For further information contact:
Dr. Matthias Egger,
Institute of Social and Preventive Medicine,
University of Bern,
Finkenhubelweg 11,
CH-3012 Bern,

Fax: 41 31 631 35 20
E-mail: egger@ispm.unibe. ch


asharma's picture

Are Pneumococcal Vaccine Useless ????????????

The same issue of CMAJ contained a detailed critique of this particular meta-analysis by Ross Andrews and Sarah A. Moberley, authors of the recent Cochrane review of the same meta-literature. Their objections were in some cases quite general, arguing that the conclusions went far beyond the available data (e.g. it is one thing to say that the analysis failed to show a benefit, but quite another to imply that vaccine might actually increase risk). That said, there were a number of specific concerns which they also identified. Among the more glaring were:

1) Confidence intervals were extremely wide for efficacy against invasive pnemococcal disease:

"...definitive pneumococcal pneumonia (95% CI 0.05– 8.61) and bacteremia (95% CI 0.46–1.77). These were rare events in the evaluated clinical trials, with only 7 cases of definitive pneumococcal pneumonia from 2 studies (n= 794) and 44 cases of bacteremia from 6 studies (n= 32770) trial"

2) Inconsistent exclusion of studies

".. They excluded Kaufman’s trial as not being truly randomized because a substantial number of individuals were said to have volunteered to be vaccinated. However, there is no information in the published report to this effect; indeed, Kaufman states that people were “selected at random” each year in the pneumonia season....that was not a basis for its exclusion"

"The study by Honkanen and colleagues should have been excluded ..., because it allowed subjects to choose which vaccine they received...The basis for excluding the study by Riley and colleagues is also questionable."

3) Inconsistent or imprecise diagnostic criteria

"The specificity of radiologically confirmed pneumonia is questionable, but their undefined classification of “typical clinical” pneumonia seems even more unreliable. Huss and colleagues rightly note concerns about the specificity of presumptive pneumococcal pneumonia, but the same could be said for all-cause pneumonia. "

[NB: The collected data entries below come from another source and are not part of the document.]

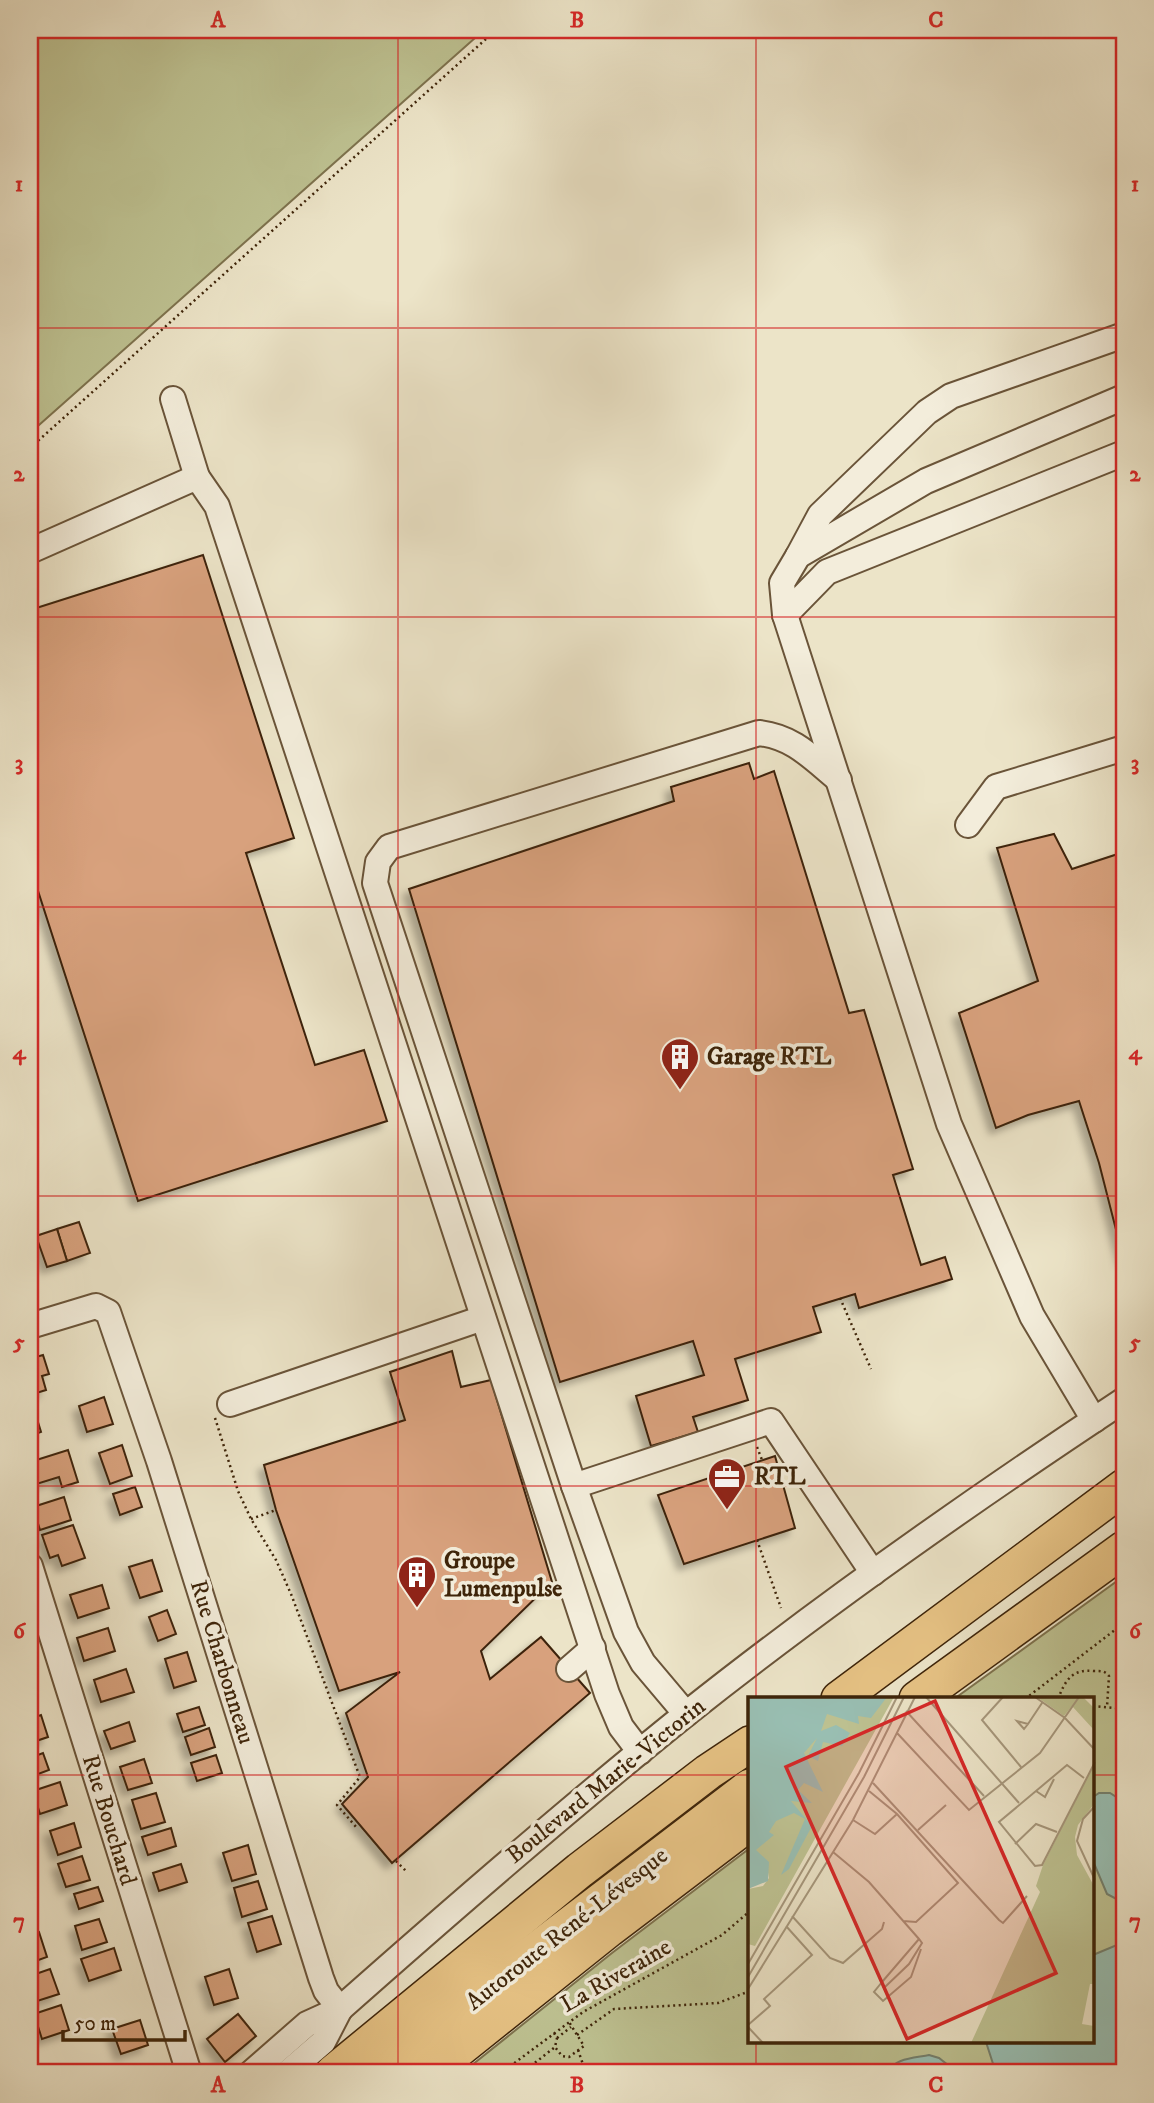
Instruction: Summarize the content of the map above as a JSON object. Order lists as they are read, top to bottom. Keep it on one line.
{"streets":{"highway":["Autoroute René-Lévesque"],"street":["Rue Charbonneau","Boulevard Marie-Victorin","Rue Bouchard"],"path":["La Riveraine"]},"crossings":[["Rue Charbonneau","Boulevard Marie-Victorin"]],"places":{"building":["Garage RTL","Groupe Lumenpulse"],"office":["RTL"]},"scale_bar":"50 m","grid":{"columns":["A","B","C"],"rows":["1","2","3","4","5","6","7"]}}
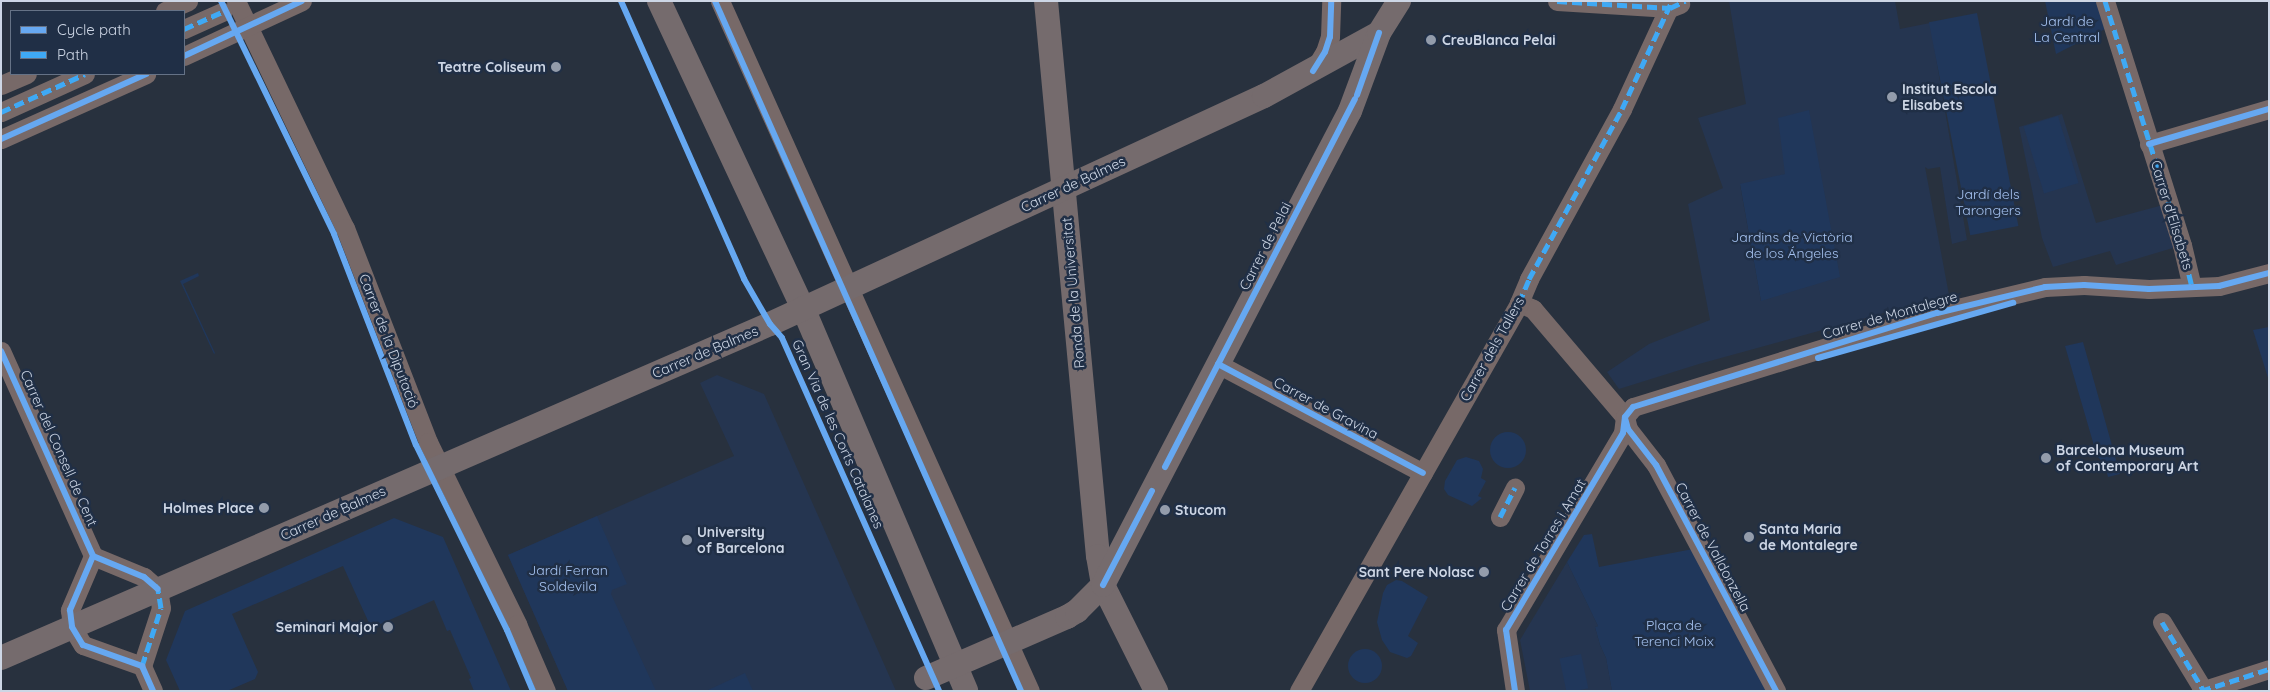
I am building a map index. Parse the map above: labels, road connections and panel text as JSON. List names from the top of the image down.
{
  "streets": {
    "main road": [
      "Carrer de Balmes",
      "Carrer de Pelai",
      "Ronda de la Universitat",
      "Gran Via de les Corts Catalanes"
    ],
    "street": [
      "Carrer d'Elisabets",
      "Carrer de Montalegre",
      "Carrer de la Diputació",
      "Carrer dels Tallers",
      "Carrer de Gravina",
      "Carrer del Consell de Cent",
      "Carrer de Torres i Amat",
      "Carrer de Valldonzella"
    ]
  },
  "crossings": [
    ["Carrer de Balmes", "Carrer de Pelai"],
    ["Carrer de Balmes", "Ronda de la Universitat"],
    ["Carrer de Balmes", "Carrer de la Diputació"],
    ["Carrer de Balmes", "Gran Via de les Corts Catalanes"],
    ["Carrer d'Elisabets", "Carrer de Montalegre"],
    ["Carrer de Pelai", "Ronda de la Universitat"],
    ["Carrer de Pelai", "Carrer de Gravina"],
    ["Carrer de Pelai", "Gran Via de les Corts Catalanes"],
    ["Carrer de Montalegre", "Carrer de Torres i Amat"],
    ["Carrer de Montalegre", "Carrer de Valldonzella"],
    ["Carrer dels Tallers", "Carrer de Gravina"],
    ["Carrer dels Tallers", "Carrer de Valldonzella"],
    ["Carrer de Torres i Amat", "Carrer de Valldonzella"]
  ],
  "parks": [
    "Jardí de La Central",
    "Jardí dels Tarongers",
    "Jardins de Victòria de los Ángeles",
    "Jardí Ferran Soldevila",
    "Plaça de Terenci Moix"
  ],
  "places": [
    "CreuBlanca Pelai",
    "Teatre Coliseum",
    "Institut Escola Elisabets",
    "Barcelona Museum of Contemporary Art",
    "Holmes Place",
    "Stucom",
    "Santa Maria de Montalegre",
    "University of Barcelona",
    "Sant Pere Nolasc",
    "Seminari Major"
  ],
  "legend": ["Cycle path", "Path"]
}
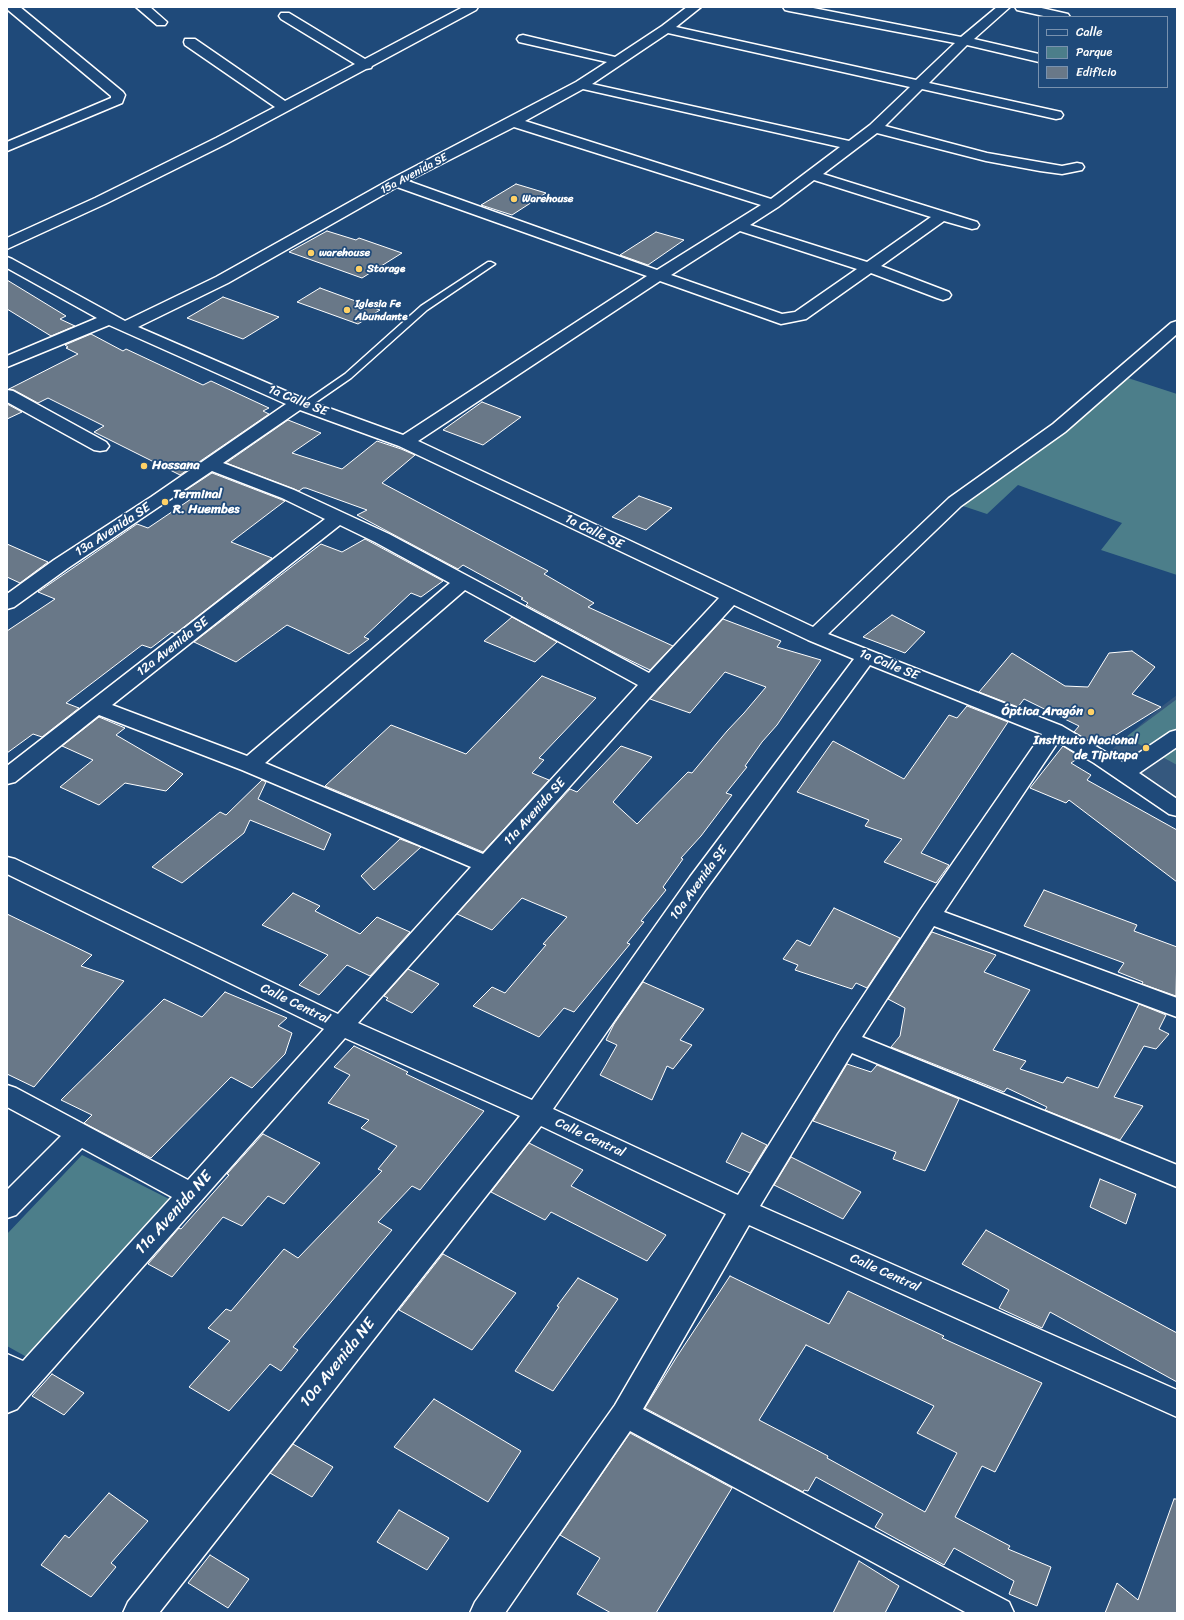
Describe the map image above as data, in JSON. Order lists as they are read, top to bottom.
{
  "streets": {
    "street": [
      "15a Avenida SE",
      "1a Calle SE",
      "13a Avenida SE",
      "12a Avenida SE",
      "11a Avenida SE",
      "10a Avenida SE",
      "Calle Central",
      "11a Avenida NE",
      "10a Avenida NE"
    ]
  },
  "crossings": [
    ["15a Avenida SE", "1a Calle SE"],
    ["1a Calle SE", "13a Avenida SE"],
    ["1a Calle SE", "11a Avenida SE"],
    ["1a Calle SE", "10a Avenida SE"],
    ["11a Avenida SE", "Calle Central"],
    ["11a Avenida SE", "11a Avenida NE"],
    ["10a Avenida SE", "Calle Central"],
    ["10a Avenida SE", "10a Avenida NE"],
    ["Calle Central", "11a Avenida NE"],
    ["Calle Central", "10a Avenida NE"]
  ],
  "places": [
    "Warehouse",
    "warehouse",
    "Storage",
    "Iglesia Fe Abundante",
    "Hossana",
    "Terminal R. Huembes",
    "Óptica Aragón",
    "Instituto Nacional de Tipitapa"
  ],
  "legend": ["Calle", "Parque", "Edificio"]
}
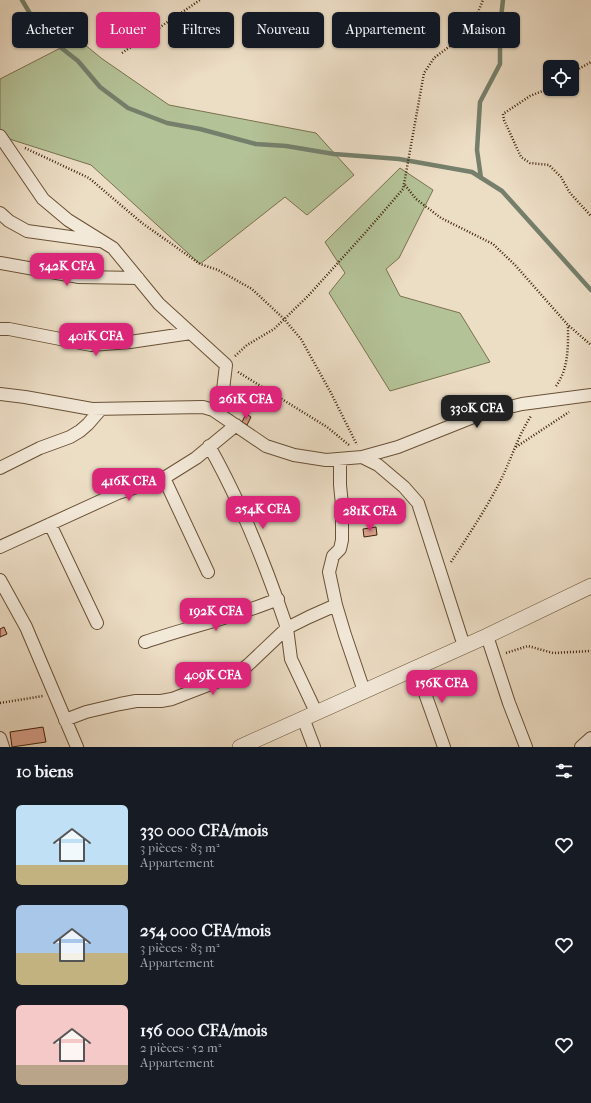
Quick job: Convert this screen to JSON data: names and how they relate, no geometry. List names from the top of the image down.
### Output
{
  "page": {
    "chip": [
      "Acheter",
      "Louer",
      "Filtres",
      "Nouveau",
      "Appartement",
      "Maison"
    ],
    "price": [
      "542K CFA",
      "401K CFA",
      "261K CFA",
      "330K CFA",
      "416K CFA",
      "254K CFA",
      "281K CFA",
      "192K CFA",
      "409K CFA",
      "156K CFA"
    ],
    "heading": "10 biens",
    "list": [
      {
        "name": "330 000 CFA/mois",
        "note": "3 pièces · 83 m² · Appartement"
      },
      {
        "name": "254 000 CFA/mois",
        "note": "3 pièces · 83 m² · Appartement"
      },
      {
        "name": "156 000 CFA/mois",
        "note": "2 pièces · 52 m² · Appartement"
      }
    ]
  }
}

Andrews and Moberly raised some serious and sober concerns, and I suspect that they are correct in asserting that there is little to be gained by continuing to re-analyze the same literature (this being the 12th meta-analysis of essentially the same body of studies, differing primarily in which studies were included for systematic analysis). So while this particular review might raise some issues to be addressed in future trials, I'm not sure I am prepared to throw out the baby with the bathwater, just yet :)

A. Sharma MD, FRCP(C)

asharma's picture

pneumococcal vaccine

Addendum to earlier reply:

In discussing the question posed by kinsley, a couple of other points have been brought to my attention by an ID colleague more knowledgeable than myself. I pass these on as perhaps of interest to the author of the original post.

First, it's easy to dismiss observational studies as at "risk of potential bias", but studies like that of Shapiro et al (reference 54) are very well done. They are of far better quality then some so called "controlled" studies.

Second, current PPV23 recommendations for the elderly recommend only one dose. The reason is the often painful reaction to the repeat dose. But this makes no sense if one looks at how PPV23 works. It has no immunological memory after 3-5 years. In order for PPV23 to continue to work, one has to revaccinate at least every 5 years (there is no booster effect).

Third, herd immunity effect of children vaccinated with PCV7 on invasive pneumococcal infections in the elderly far exceeded that of any PPV23 vaccination campaign i.e. a 37% drop since the introduction of PCV7 in the US;; also referenced in this citation is an extremely well done observational study on the effect of PCV7/herd immunity in children with SCD. But there was an increase in non PCV7 vaccine serotypes, though fortunately many of them are part of the polyvalent PPV23).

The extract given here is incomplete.